If They Could
by Stephan Wilkinson
Artwork by Richard Thompson
This article appeared in the April 1995 issue of Air & Space.
One glorious morning in 1945, when I was nine, our teachers at Yorktown Central School in suburban Westchester, New York, trooped all 300 of us out onto the grubby playground behind our single red-brick buiding. There we stood among the vicious iron jungle gyms and tooth-cracking swings-bewildered kindergartners, acne-plagued high schoolers, nose-picking fourth graders-with faces upturned like tiny white flowers while a navy blue Grumman F6F cavorted above in the bright April sky.

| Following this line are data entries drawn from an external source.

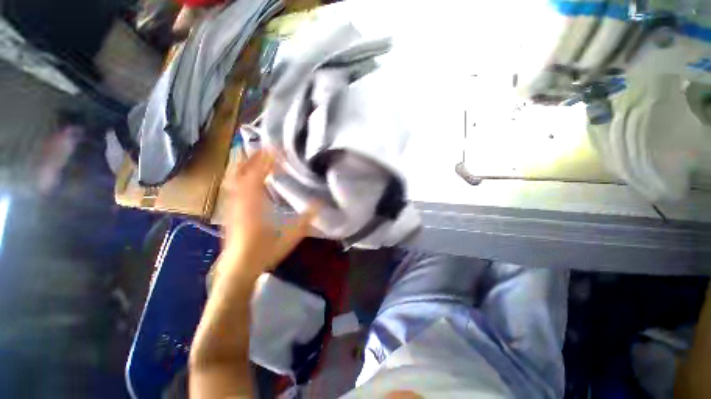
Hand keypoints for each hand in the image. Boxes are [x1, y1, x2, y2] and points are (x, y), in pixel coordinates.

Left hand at [219, 150, 316, 279]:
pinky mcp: (228, 210)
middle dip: (254, 157)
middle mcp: (240, 200)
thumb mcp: (291, 236)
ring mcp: (231, 205)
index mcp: (254, 204)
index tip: (277, 150)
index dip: (267, 160)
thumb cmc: (264, 252)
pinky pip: (232, 186)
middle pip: (242, 171)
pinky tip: (245, 176)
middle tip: (265, 147)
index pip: (259, 174)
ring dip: (244, 164)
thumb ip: (306, 219)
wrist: (237, 268)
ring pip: (234, 178)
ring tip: (255, 155)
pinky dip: (239, 176)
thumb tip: (320, 204)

I have no idea who the pilot was. An alumnus, I suppose, though it could have been a student's father or even a young ex-teacher gone to war. For all I know it was part of a recruiting drive, though what the Navy would want with hormonally challenged high schoolers I can't imagine. But I remember the Hellcat chuttering back and forth, almost certainly doing nothing more dramatic than a couple of enormous egg-shaped loops and a few rolls, its R-2800 engine barking out the surprisingly truck-like sound of a big, slow-turning Pratt & Whitney radial.

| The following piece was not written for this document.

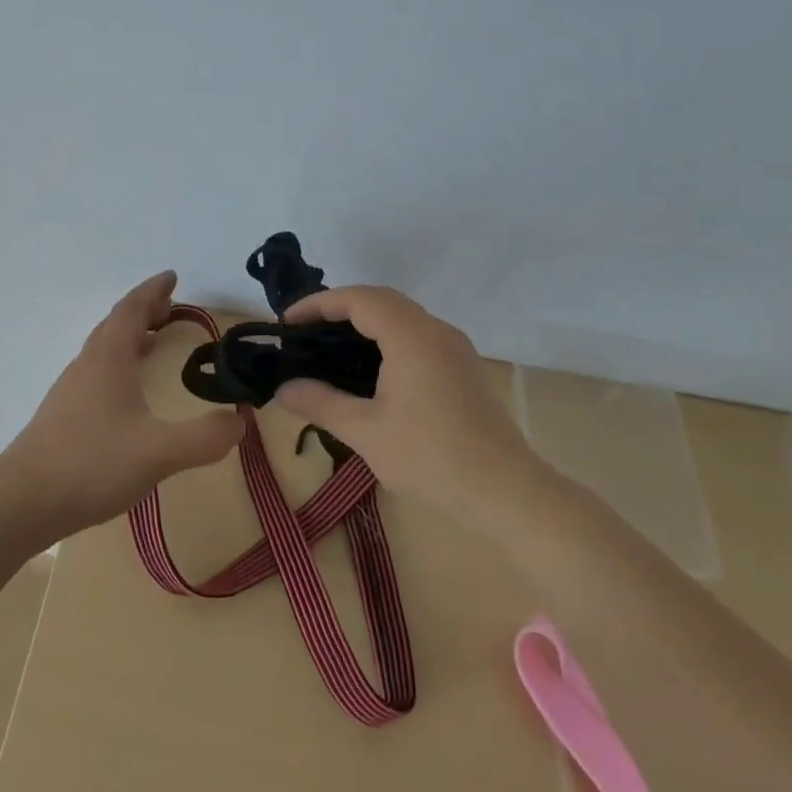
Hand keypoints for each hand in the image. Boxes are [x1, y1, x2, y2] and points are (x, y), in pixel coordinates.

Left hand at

This was no Bob Hoover demo, with the belly nearly brushing the ground and polished wings flicking through precise eight-point rolls. This was just a new ensign with 2,000 horsepower in his left hand and the reins of a worn-out, slab-winged old steed in his right. I'm sure he was breaking every aerobatics-over-a-crowd rule the Federal Aviation Administration-which didn't yet exist-would someday come up with, but at least he was in a navy that let its pilots take their fighters home for the weekend if the trip could be logged as a training flight. Boy, did I want to be that ensign.

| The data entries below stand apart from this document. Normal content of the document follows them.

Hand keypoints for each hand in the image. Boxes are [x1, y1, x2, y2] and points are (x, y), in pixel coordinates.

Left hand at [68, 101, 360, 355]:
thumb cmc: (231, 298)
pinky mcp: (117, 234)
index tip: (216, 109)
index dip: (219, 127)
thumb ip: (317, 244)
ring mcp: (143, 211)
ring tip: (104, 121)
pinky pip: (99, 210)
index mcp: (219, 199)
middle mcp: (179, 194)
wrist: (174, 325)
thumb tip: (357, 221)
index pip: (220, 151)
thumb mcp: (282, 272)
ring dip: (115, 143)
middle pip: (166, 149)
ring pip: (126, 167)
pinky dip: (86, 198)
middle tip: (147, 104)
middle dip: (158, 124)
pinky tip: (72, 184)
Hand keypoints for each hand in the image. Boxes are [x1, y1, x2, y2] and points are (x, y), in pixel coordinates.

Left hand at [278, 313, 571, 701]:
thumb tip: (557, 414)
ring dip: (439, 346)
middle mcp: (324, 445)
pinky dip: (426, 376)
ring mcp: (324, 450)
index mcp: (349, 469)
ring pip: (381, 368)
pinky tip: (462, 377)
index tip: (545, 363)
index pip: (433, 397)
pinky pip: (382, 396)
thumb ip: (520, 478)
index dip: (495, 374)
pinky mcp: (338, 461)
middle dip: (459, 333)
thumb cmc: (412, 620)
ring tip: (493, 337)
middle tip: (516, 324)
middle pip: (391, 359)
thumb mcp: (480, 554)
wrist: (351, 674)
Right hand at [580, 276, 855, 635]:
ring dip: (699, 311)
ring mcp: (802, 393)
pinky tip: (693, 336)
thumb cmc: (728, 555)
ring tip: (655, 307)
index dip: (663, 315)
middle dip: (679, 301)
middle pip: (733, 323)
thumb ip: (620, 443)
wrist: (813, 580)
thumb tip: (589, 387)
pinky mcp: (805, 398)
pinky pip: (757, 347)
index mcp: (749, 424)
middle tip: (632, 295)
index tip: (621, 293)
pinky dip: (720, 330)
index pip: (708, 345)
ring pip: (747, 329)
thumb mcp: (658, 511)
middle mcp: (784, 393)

I never was. Decades later, all my flying involved civil airplanes, though some of them were fast and powerful enough to give me an entirely unjustified sense of pride. I remember one clear morning coasting down the approach toward West-chester County Airport in a Westwind business jet and looking out the cockpit window at that same Yorktown Heights playground, which from that altitude was a tiny rectangle with the old cinder track still circling it.
I couldn't help but think that down there somewhere were all the one-time football players who used to make fun of me. "Collie-face" was one of the appellations that mocked my bookish phiz. Another athlete whacked me on that playground in front of my very temporary girlfriend, Marilyn Mincher, who had briefly adopted me as a toy because we'd appeared together in the high school play. Tony Lombardi resented that mightily, for Marilyn was captain of the cheerleaders and he the obese center of our farmboy football team. (I even got thumped big-time by Myra Tompkins, a tough girl on the schoolbus. You can bet word of that got around fast.)
I hoped they were all beer-bellied 7-11 clerks and washed-out supermarket cashiers reduced to watching "Geraldo" reruns as their window on the world, and I wished they could see me whistling over their heads in the left seat of a shiny executive toy that had more digits in its price tag than a phone call to France. (Of course, I didn't own it.) But they'd never know, and the fantasy remained just that.
Until a few months ago. Don't tell the FAA, but I buzzed the 40th reunion of my prep school graduating class. My airplane rattled the windows of Trinity-Pawling School, forced a time-out in the big homecoming-weekend football game, and figured prominently in the weekend's dinner-table conversation. This time, I made sure that Harris Lydon, the Class of '54's slickest dude, best drummer, and most accomplished ladies' man, knew that I was coming.
So when the little red and gray mock P-51 came out of the sun-don't they always come out of the sun?-and swept the length of the gridiron, leaving behind it the Merlin-like whistle characteristic of a Falco F.8L flat-out at 220 mph, Hare-Babe was able to yell, "Do you know who that is up there? That's Wilkie! Steve Wilkinson!"
"I'll be damned," muttered my old Latin teacher, his spine curved from age. ("He can hardly look at anything but the ground anyway," Lydon later told me, "but he looked up that time.")
Why isn't he here at the reunion if he can fly over it? some of my classmates might have asked. But I'm not much of a reunion guy. As Iris Dements sings, "Let the mystery be." If all they know of me now is that brief shining moment when the fighter-like airplane I'd built with my own hands stood on a wingtip in the sun, with me looking down at all the faces upturned like tiny flowers, that's enough. It may not be every pilot's lifelong fantasy, but it certainly was mine.